After extensive googling I found 3 options to obtain the filename
Context.getConfiguration().get("map.input.file")
Context.getConfiguration().get("mapreduce.map.input.file")
Both methods returned a string with the value 'null' i.e they printed 'null' on my terminal screen.
Finally I tried this from site.google.com
public Path filesplit;
filesplit=((FileSplit)context.getInputSplit()).getPath();
System.out.println(filesplit.getName())
The above method produced an error. The terminal output looked like this :-
java.lang.Exception: java.lang.ClassCastException: org.apache.hadoop.mapreduce.lib.input.FileSplit cannot be cast to org.apache.hadoop.mapred.FileSplit
at org.apache.hadoop.mapred.LocalJobRunner$Job.runTasks(LocalJobRunner.java:462)
at org.apache.hadoop.mapred.LocalJobRunner$Job.run(LocalJobRunner.java:522)
Caused by: java.lang.ClassCastException: org.apache.hadoop.mapreduce.lib.input.FileSplit cannot be cast to org.apache.hadoop.mapred.FileSplit
at org.myorg.DistributedGrep$GrepMapper.map(DistributedGrep.java:23)
at org.myorg.DistributedGrep$GrepMapper.map(DistributedGrep.java:1)
at org.apache.hadoop.mapreduce.Mapper.run(Mapper.java:145)
at org.apache.hadoop.mapred.MapTask.runNewMapper(MapTask.java:784)
at org.apache.hadoop.mapred.MapTask.run(MapTask.java:341)
at org.apache.hadoop.mapred.LocalJobRunner$Job$MapTaskRunnable.run(LocalJobRunner.java:243)
at java.util.concurrent.Executors$RunnableAdapter.call(Executors.java:471)
at java.util.concurrent.FutureTask.run(FutureTask.java:262)
at java.util.concurrent.ThreadPoolExecutor.runWorker(ThreadPoolExecutor.java:1145)
at java.util.concurrent.ThreadPoolExecutor$Worker.run(ThreadPoolExecutor.java:615)
at java.lang.Thread.run(Thread.java:745)
Can anybody suggest a remedy to these errors? What might have gone wrong and are there any mistakes on my part?
Or do you have any other ideas of obtaining the filename of the current line being executed at the mapper.
If you want to have a full look on the code here it is
package org.myorg;
import java.io.*;
import org.apache.hadoop.conf.Configuration;
import org.apache.hadoop.fs.*;
import org.apache.hadoop.io.*;
import org.apache.hadoop.mapred.FileSplit;
import org.apache.hadoop.mapreduce.Job;
import org.apache.hadoop.mapreduce.Mapper;
import org.apache.hadoop.mapreduce.lib.input.FileInputFormat;
import org.apache.hadoop.mapreduce.lib.output.FileOutputFormat;
import org.apache.hadoop.util.GenericOptionsParser;
public class DistributedGrep {
public static class GrepMapper extends
Mapper<Object, Text, NullWritable, Text> {
public Path filesplit;
public void map(Object key, Text value, Context context)
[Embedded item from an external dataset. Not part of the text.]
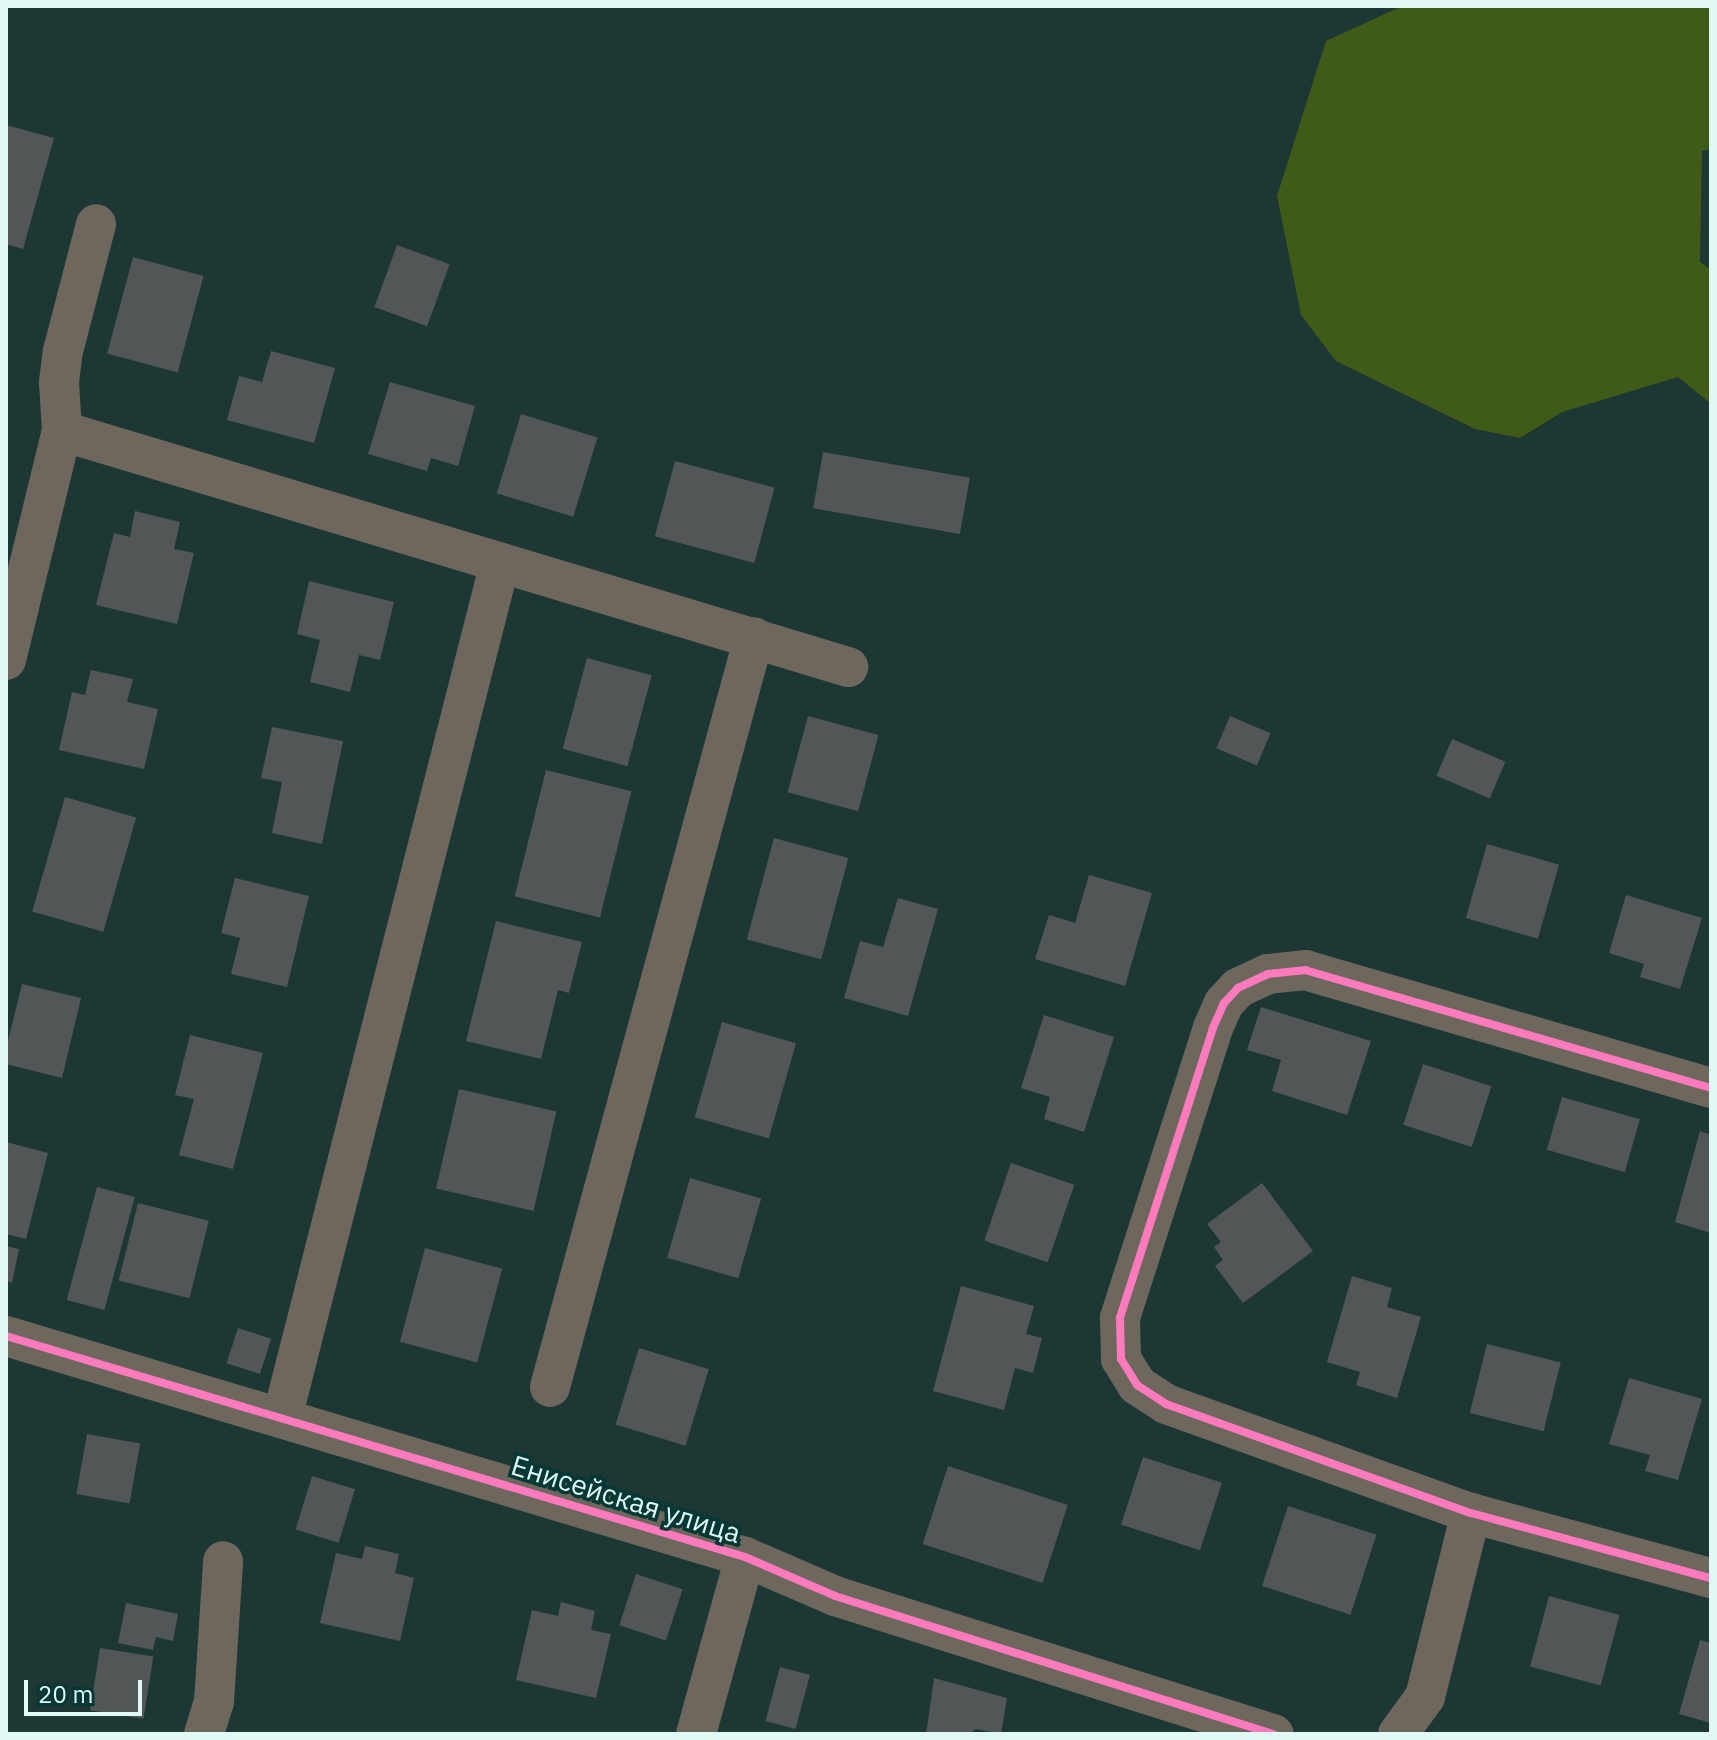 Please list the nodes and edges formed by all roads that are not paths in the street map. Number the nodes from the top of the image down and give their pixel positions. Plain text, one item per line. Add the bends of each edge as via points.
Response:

throws IOException, InterruptedException {
filesplit = ((FileSplit)context.getInputSplit()).getPath();
String txt = value.toString();
String mapRegex = context.getConfiguration().get("mapregex");
// System.out.println(context.getConfiguration().get("mapreduce.map.input.file");
System.out.println(filesplit.getName());
if (txt.matches(mapRegex)) {
System.out.println("Matched a line");
context.write(NullWritable.get(), value);
}
}
}
public static void main(String[] args) throws Exception {
Configuration conf = new Configuration();
conf.set("mapregex", args[0]);
Job job = new Job(conf, "Distributed Grep");
job.setJarByClass(DistributedGrep.class);
job.setMapperClass(GrepMapper.class);
job.setOutputKeyClass(NullWritable.class);
job.setOutputValueClass(Text.class);
job.setNumReduceTasks(0); // Set number of reducers to zero
FileInputFormat.addInputPath(job, new Path(args[1]));
FileOutputFormat.setOutputPath(job, new Path(args[2]));
System.exit(job.waitForCompletion(true) ? 0 : 1);
}
}
Upvotes: 3
Views: 1039
Reputation: 13927
Options 1 & 2
Context.getConfiguration().get("map.input.file")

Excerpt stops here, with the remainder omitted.